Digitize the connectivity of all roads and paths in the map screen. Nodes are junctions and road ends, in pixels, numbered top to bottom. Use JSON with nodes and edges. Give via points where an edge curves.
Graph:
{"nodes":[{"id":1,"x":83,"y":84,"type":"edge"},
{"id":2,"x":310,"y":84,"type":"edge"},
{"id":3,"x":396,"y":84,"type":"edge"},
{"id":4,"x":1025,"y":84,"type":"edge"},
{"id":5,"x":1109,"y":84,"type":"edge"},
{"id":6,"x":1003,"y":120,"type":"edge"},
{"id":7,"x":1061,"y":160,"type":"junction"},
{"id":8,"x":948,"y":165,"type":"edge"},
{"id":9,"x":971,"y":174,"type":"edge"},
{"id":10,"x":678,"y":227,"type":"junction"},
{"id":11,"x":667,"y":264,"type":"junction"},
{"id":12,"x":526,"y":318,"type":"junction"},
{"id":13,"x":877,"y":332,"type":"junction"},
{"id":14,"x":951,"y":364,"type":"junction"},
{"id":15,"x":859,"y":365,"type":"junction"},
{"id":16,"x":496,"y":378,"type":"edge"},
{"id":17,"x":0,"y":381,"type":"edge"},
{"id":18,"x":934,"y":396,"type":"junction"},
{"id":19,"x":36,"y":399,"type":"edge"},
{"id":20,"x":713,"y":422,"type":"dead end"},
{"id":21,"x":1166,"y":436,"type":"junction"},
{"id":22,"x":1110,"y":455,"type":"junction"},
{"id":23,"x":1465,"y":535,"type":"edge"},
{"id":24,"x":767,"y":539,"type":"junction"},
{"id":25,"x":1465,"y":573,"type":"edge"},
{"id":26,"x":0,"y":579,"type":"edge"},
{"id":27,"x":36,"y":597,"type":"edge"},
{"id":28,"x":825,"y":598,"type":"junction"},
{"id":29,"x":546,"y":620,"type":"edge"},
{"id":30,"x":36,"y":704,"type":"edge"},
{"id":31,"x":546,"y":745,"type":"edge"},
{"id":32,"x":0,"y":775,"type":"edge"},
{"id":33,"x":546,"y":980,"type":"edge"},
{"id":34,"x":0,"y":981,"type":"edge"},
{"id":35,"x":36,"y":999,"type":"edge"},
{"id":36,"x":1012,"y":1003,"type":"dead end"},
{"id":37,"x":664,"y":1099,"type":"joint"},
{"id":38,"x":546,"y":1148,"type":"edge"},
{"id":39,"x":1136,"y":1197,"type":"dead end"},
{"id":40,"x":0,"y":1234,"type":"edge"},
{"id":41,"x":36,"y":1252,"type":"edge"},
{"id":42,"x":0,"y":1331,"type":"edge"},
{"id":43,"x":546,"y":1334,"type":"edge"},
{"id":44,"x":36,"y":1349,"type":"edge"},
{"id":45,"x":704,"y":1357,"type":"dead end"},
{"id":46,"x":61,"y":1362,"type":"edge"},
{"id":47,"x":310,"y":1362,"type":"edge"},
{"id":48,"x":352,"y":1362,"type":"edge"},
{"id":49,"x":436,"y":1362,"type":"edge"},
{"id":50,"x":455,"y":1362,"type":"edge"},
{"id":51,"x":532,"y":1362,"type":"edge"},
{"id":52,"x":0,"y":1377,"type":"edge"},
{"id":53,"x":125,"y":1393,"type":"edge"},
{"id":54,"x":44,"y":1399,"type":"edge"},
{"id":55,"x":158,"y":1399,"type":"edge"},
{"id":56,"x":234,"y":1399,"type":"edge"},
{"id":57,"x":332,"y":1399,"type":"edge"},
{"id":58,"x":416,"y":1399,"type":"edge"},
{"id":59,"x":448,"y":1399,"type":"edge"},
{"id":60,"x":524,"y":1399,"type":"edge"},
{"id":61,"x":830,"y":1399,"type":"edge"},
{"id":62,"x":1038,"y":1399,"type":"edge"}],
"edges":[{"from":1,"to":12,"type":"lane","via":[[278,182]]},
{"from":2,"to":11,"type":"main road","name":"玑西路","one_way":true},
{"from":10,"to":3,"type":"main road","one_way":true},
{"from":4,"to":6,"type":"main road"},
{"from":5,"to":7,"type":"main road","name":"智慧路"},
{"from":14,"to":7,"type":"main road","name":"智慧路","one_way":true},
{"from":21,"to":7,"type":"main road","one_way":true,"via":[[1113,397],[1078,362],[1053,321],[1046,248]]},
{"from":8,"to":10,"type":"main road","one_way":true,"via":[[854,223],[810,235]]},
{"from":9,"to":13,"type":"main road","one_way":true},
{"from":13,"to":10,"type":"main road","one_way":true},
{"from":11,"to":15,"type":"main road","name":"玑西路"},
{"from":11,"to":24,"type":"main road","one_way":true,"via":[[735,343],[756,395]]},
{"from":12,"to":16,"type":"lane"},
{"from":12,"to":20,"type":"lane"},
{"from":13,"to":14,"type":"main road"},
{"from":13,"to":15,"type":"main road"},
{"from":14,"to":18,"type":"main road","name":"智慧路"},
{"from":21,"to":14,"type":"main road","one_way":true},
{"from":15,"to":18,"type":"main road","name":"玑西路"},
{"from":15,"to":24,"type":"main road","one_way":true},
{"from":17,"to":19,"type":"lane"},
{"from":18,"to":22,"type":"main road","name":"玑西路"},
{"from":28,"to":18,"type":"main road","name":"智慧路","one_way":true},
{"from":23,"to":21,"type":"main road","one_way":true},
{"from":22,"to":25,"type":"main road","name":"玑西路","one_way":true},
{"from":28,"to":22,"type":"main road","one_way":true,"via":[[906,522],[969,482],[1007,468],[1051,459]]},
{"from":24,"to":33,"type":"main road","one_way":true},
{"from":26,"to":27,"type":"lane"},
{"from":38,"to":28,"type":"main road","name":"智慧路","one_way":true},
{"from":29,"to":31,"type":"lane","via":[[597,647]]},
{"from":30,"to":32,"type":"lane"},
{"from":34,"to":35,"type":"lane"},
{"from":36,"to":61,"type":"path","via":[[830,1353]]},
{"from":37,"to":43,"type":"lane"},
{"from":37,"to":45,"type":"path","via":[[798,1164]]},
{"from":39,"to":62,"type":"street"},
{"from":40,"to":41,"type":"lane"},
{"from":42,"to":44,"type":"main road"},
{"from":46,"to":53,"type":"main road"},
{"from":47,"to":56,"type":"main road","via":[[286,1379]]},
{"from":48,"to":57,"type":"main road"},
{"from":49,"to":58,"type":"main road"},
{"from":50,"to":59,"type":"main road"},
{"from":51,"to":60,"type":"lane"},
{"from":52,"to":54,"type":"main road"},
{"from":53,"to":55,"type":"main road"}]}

_Description of the task:_
Among the entries, how many lines include the word "nodes"? Answer with only the number.

_Output:_
2